Here's where it gets interesting - if you trace back a bit from the breakpoint, you can actually see the raw version of strData before it gets processed by the VM. This is a small oversight that's quite useful for browser engineers who want to understand what data is being fed into the encryption process.
While you still need to reverse engineer the actual encryption algorithm, being able to see the input data makes it easier to understand the data flow and validate your analysis.
To track which VM functions are involved in token generation:
- Set
window.thatarray = [];
to collect opcode execution info - Set
window.oparrays = [];
to collect function indices being used - Resume execution from the breakpoint
- Use
[...new Set(window.oparrays)]
to get unique function indices
After tracing the execution during token generation, I identified these key functions:
vm249 | "X-Gnarly"
vm103 | "X-Bogus"
vm42 | strData
These functions are the starting points of the flow for token generation - they handle the generation of request headers that TikTok uses for API authentication and anti-bot protection. The "X-Bogus" and "X-Gnarly" headers contain encrypted request signatures that are critical for bypassing TikTok's protection mechanisms.
Note that the return can be another opcode depending on the execution path.
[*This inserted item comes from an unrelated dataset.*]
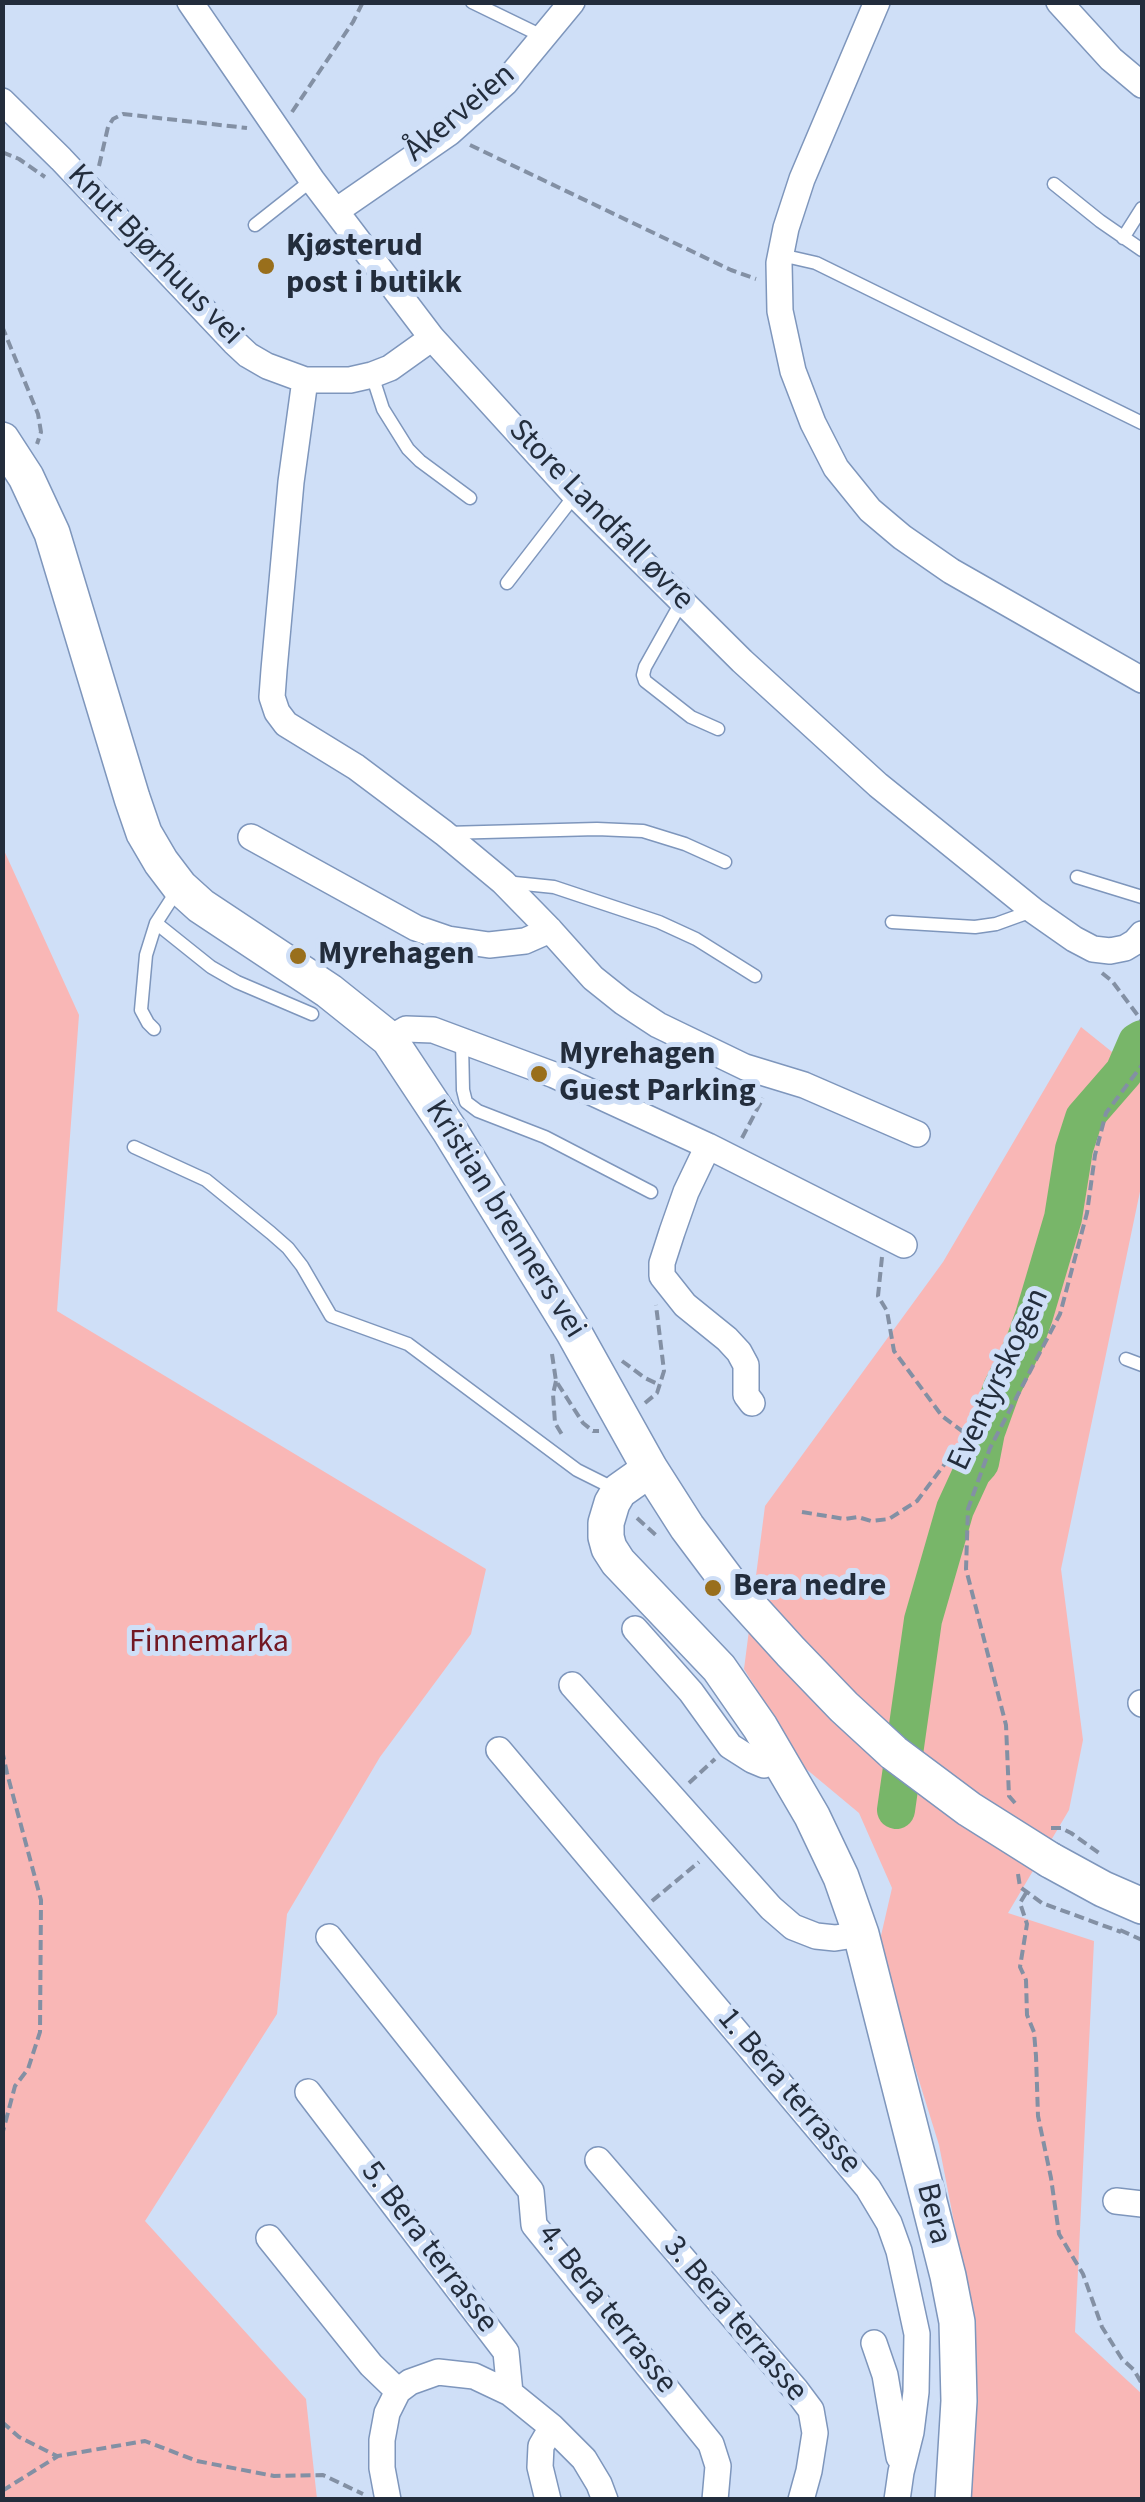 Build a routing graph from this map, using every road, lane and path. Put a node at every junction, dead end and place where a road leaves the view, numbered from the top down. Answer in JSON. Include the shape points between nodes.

You can check debug_asf/bogus_flow.txt
for an example of a complete execution flow to see how the VM processes these functions step by step.
The beauty of this approach is that you can trace exactly which parts of the VM are involved in any specific operation just by setting up the logging arrays and following the execution flow. Whether you're tracking token generation or any other functionality, the same methodology applies - find the output, breakpoint there, trace backwards to see what VM functions contributed to that result.
In my opinion, the best approach is getting the execution flow and used opcodes from debugging, then matching those patterns with the disassembly output to build working signers. This gives you both the high-level understanding from the disasm and the real-world execution traces from debugging.
# Deobfuscate strings in JavaScript code
node deobf.js
# Generate disassembly from bytecode
node disasm.js
# The disassembler outputs individual function files
ls functions/
# vm0.js, vm1.js, vm2.js, ... vm271.js
------------------------103--------------------------
// 0 PUSH_STRING → stack[0] = "d41d8cd98f00b204e9800998ecf8427e"
// 3 SET_VAR scope[0][4] ← stack[0]
// 6 GET_VAR → stack[0] = scope[0][3]
// 9 PUSH_UNDEFINED → stack[1] = undefined
// 10 STRICT_NOT_EQUAL stack[0] = stack[0] !== stack[1]
This was a quick analysis and there are definitely things that could be improved:
- Some opcode interpretations might be wrong
- Exception handling logic needs more work
- Variable scoping analysis could be better
- More test cases would be helpful
Feel free to submit PRs with fixes or improvements. If you find mistakes, just fix them - I probably missed some details in the rush.
MIT License - Use this for educational and research purposes.
This project is for educational and research purposes only. Don't use it for anything malicious.
This was a 5-6 hour speedrun, so double-check everything and improve what you can.